Would you print the full listing word for word?

*** Opening of Records ***

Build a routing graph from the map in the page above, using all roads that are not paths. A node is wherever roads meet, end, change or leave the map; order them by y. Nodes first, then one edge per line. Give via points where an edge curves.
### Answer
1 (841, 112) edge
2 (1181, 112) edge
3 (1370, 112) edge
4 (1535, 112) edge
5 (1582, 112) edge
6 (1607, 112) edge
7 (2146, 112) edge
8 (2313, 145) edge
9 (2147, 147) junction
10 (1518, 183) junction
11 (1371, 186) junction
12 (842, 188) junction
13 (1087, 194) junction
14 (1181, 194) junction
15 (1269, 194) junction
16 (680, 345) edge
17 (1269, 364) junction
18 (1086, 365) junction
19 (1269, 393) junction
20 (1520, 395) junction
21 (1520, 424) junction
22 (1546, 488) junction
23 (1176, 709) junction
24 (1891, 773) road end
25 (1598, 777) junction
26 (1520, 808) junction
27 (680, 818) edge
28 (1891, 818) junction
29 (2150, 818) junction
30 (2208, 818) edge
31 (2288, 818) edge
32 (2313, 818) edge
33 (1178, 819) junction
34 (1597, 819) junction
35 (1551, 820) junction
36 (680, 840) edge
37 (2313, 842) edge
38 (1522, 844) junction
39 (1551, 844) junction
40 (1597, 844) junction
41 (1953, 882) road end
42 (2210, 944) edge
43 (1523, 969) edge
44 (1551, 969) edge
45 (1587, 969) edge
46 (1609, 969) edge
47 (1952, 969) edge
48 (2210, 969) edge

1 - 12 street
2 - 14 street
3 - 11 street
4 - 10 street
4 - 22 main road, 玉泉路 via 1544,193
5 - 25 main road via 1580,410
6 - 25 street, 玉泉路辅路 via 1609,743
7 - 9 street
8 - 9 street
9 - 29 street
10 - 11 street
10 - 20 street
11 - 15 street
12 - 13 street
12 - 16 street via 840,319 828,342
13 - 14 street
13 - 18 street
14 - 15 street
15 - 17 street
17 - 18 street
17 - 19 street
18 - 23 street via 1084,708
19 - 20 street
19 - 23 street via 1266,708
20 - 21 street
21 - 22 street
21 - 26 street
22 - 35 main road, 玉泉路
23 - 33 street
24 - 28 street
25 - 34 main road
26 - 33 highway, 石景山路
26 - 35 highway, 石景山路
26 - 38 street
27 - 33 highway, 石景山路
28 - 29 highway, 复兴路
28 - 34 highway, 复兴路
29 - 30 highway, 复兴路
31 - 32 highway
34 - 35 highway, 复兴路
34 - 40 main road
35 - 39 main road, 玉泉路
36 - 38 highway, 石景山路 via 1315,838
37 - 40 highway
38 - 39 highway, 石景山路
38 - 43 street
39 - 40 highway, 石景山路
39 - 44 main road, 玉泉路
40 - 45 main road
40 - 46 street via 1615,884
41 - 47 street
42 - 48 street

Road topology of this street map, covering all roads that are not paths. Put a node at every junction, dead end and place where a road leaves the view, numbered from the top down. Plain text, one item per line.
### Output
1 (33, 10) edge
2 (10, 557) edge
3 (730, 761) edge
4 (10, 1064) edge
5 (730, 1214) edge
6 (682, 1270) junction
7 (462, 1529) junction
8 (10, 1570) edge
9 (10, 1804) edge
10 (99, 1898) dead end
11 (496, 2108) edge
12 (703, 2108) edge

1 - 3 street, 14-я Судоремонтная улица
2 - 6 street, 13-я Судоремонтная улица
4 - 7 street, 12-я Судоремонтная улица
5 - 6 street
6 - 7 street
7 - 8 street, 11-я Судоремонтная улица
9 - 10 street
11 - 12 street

*** Close of Records ***

• [Written solution]:
Build a routing graph from the map in the page above, using all roads that are not paths. A node is wherever roads meet, end, change or leave the map; order them by y. Nodes first, then one edge per line. Give via points where an edge curves.
### Answer
1 (841, 112) edge
2 (1181, 112) edge
3 (1370, 112) edge
4 (1535, 112) edge
5 (1582, 112) edge
6 (1607, 112) edge
7 (2146, 112) edge
8 (2313, 145) edge
9 (2147, 147) junction
10 (1518, 183) junction
11 (1371, 186) junction
12 (842, 188) junction
13 (1087, 194) junction
14 (1181, 194) junction
15 (1269, 194) junction
16 (680, 345) edge
17 (1269, 364) junction
18 (1086, 365) junction
19 (1269, 393) junction
20 (1520, 395) junction
21 (1520, 424) junction
22 (1546, 488) junction
23 (1176, 709) junction
24 (1891, 773) road end
25 (1598, 777) junction
26 (1520, 808) junction
27 (680, 818) edge
28 (1891, 818) junction
29 (2150, 818) junction
30 (2208, 818) edge
31 (2288, 818) edge
32 (2313, 818) edge
33 (1178, 819) junction
34 (1597, 819) junction
35 (1551, 820) junction
36 (680, 840) edge
37 (2313, 842) edge
38 (1522, 844) junction
39 (1551, 844) junction
40 (1597, 844) junction
41 (1953, 882) road end
42 (2210, 944) edge
43 (1523, 969) edge
44 (1551, 969) edge
45 (1587, 969) edge
46 (1609, 969) edge
47 (1952, 969) edge
48 (2210, 969) edge

1 - 12 street
2 - 14 street
3 - 11 street
4 - 10 street
4 - 22 main road, 玉泉路 via 1544,193
5 - 25 main road via 1580,410
6 - 25 street, 玉泉路辅路 via 1609,743
7 - 9 street
8 - 9 street
9 - 29 street
10 - 11 street
10 - 20 street
11 - 15 street
12 - 13 street
12 - 16 street via 840,319 828,342
13 - 14 street
13 - 18 street
14 - 15 street
15 - 17 street
17 - 18 street
17 - 19 street
18 - 23 street via 1084,708
19 - 20 street
19 - 23 street via 1266,708
20 - 21 street
21 - 22 street
21 - 26 street
22 - 35 main road, 玉泉路
23 - 33 street
24 - 28 street
25 - 34 main road
26 - 33 highway, 石景山路
26 - 35 highway, 石景山路
26 - 38 street
27 - 33 highway, 石景山路
28 - 29 highway, 复兴路
28 - 34 highway, 复兴路
29 - 30 highway, 复兴路
31 - 32 highway
34 - 35 highway, 复兴路
34 - 40 main road
35 - 39 main road, 玉泉路
36 - 38 highway, 石景山路 via 1315,838
37 - 40 highway
38 - 39 highway, 石景山路
38 - 43 street
39 - 40 highway, 石景山路
39 - 44 main road, 玉泉路
40 - 45 main road
40 - 46 street via 1615,884
41 - 47 street
42 - 48 street

Road topology of this street map, covering all roads that are not paths. Put a node at every junction, dead end and place where a road leaves the view, numbered from the top down. Plain text, one item per line.
### Output
1 (33, 10) edge
2 (10, 557) edge
3 (730, 761) edge
4 (10, 1064) edge
5 (730, 1214) edge
6 (682, 1270) junction
7 (462, 1529) junction
8 (10, 1570) edge
9 (10, 1804) edge
10 (99, 1898) dead end
11 (496, 2108) edge
12 (703, 2108) edge

1 - 3 street, 14-я Судоремонтная улица
2 - 6 street, 13-я Судоремонтная улица
4 - 7 street, 12-я Судоремонтная улица
5 - 6 street
6 - 7 street
7 - 8 street, 11-я Судоремонтная улица
9 - 10 street
11 - 12 street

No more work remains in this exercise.